Job growth continues to accelerate in the United States even as the jobless rate drops.
According to the latest Labor Department estimates, nonfarm payrolls grew 243,000 in January as the unemployment rate edged down two-tenths to 8.3 percent.
The January increase was the largest monthly gain in payrolls in nine months. The jobless rate has retreated to its lowest level in nearly three years.
Based on the results of the latest monthly survey of employers, the private sector added 257,000 jobs with gains spread across a number of industry sectors. Government payrolls shrank by 14,000.
Initial estimates for job gains in December and November were revised upward a combined 60,000.
Still, an estimated 5.5 million people were counted among those unemployed for 27 weeks or more. Another 8.2 million were counted among those working part-time for economic reasons.

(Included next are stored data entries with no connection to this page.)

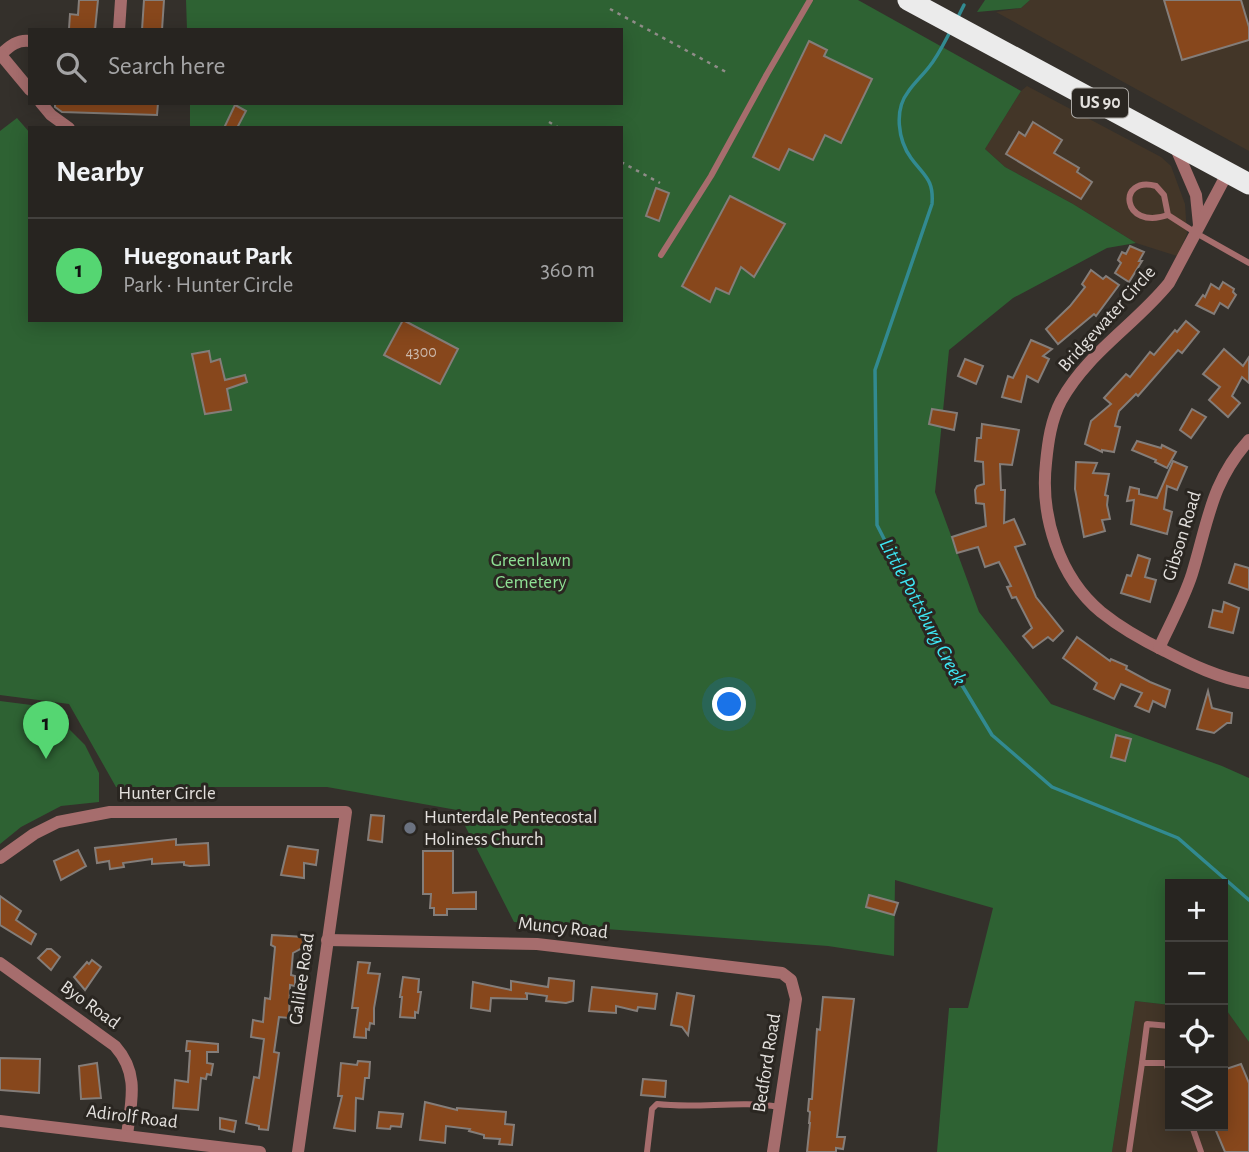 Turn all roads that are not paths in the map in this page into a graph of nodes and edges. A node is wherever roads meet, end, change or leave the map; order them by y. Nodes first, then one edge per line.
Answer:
1 (121, 0) edge
2 (810, 0) edge
3 (908, 0) edge
4 (119, 28) edge
5 (28, 41) edge
6 (0, 55) edge
7 (28, 88) edge
8 (43, 105) edge
9 (66, 126) edge
10 (1173, 143) junction
11 (1228, 172) junction
12 (1249, 184) edge
13 (1168, 215) junction
14 (1198, 230) junction
15 (662, 255) dead end
16 (1249, 263) edge
17 (1249, 440) edge
18 (1159, 648) junction
19 (1249, 683) edge
20 (346, 812) joint
21 (0, 858) edge
22 (327, 940) junction
23 (0, 963) edge
24 (791, 980) joint
25 (1165, 1026) edge
26 (1142, 1063) junction
27 (1165, 1063) edge
28 (780, 1107) junction
29 (0, 1121) edge
30 (1194, 1131) edge
31 (127, 1135) junction
32 (260, 1152) edge
33 (298, 1152) edge
34 (647, 1152) edge
35 (773, 1152) edge
36 (1129, 1152) edge
37 (1201, 1152) edge

1 - 4 street
2 - 15 lane
3 - 10 highway, US 90
5 - 6 street
6 - 7 street
8 - 9 street
10 - 11 highway, US 90
10 - 14 street
11 - 12 highway, US 90
11 - 14 street, Bridgewater Circle
13 - 13 lane
13 - 14 lane
14 - 16 lane
14 - 18 street, Bridgewater Circle
17 - 18 street, Gibson Road
18 - 19 street, Bridgewater Circle
20 - 21 street, Hunter Circle
20 - 22 street, Galilee Road
22 - 24 street, Muncy Road
22 - 33 street, Galilee Road
23 - 31 street, Byo Road
24 - 28 street, Bedford Road
25 - 26 lane
26 - 27 lane
26 - 36 lane
28 - 34 lane
28 - 35 street, Bedford Road
29 - 31 street, Adirolf Road
30 - 37 lane
31 - 32 street, Adirolf Road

The unemployment rate, which is determined by a separate household survey, has dropped eight-tenths of a percent since August.
For January, professional and business services added 70,000 jobs, while manufacturing payrolls rose 50,000. The leisure and hospitality sector added 44,000 jobs and health care employment rose 31,000. The construction industry added another 21,000 jobs and mining employment grew 10,000.
The average workweek for employees on private nonfarm payrolls remained unchanged in January at 34.4 hours, while the average manufacturing workweek lengthened by three-tenths of an hour to 40.9 hours.
Average hourly earnings for employees on private nonfarm payrolls rose 4 cents in January to $23.29. Over the past year, average hourly earnings have increased 1.9 percent.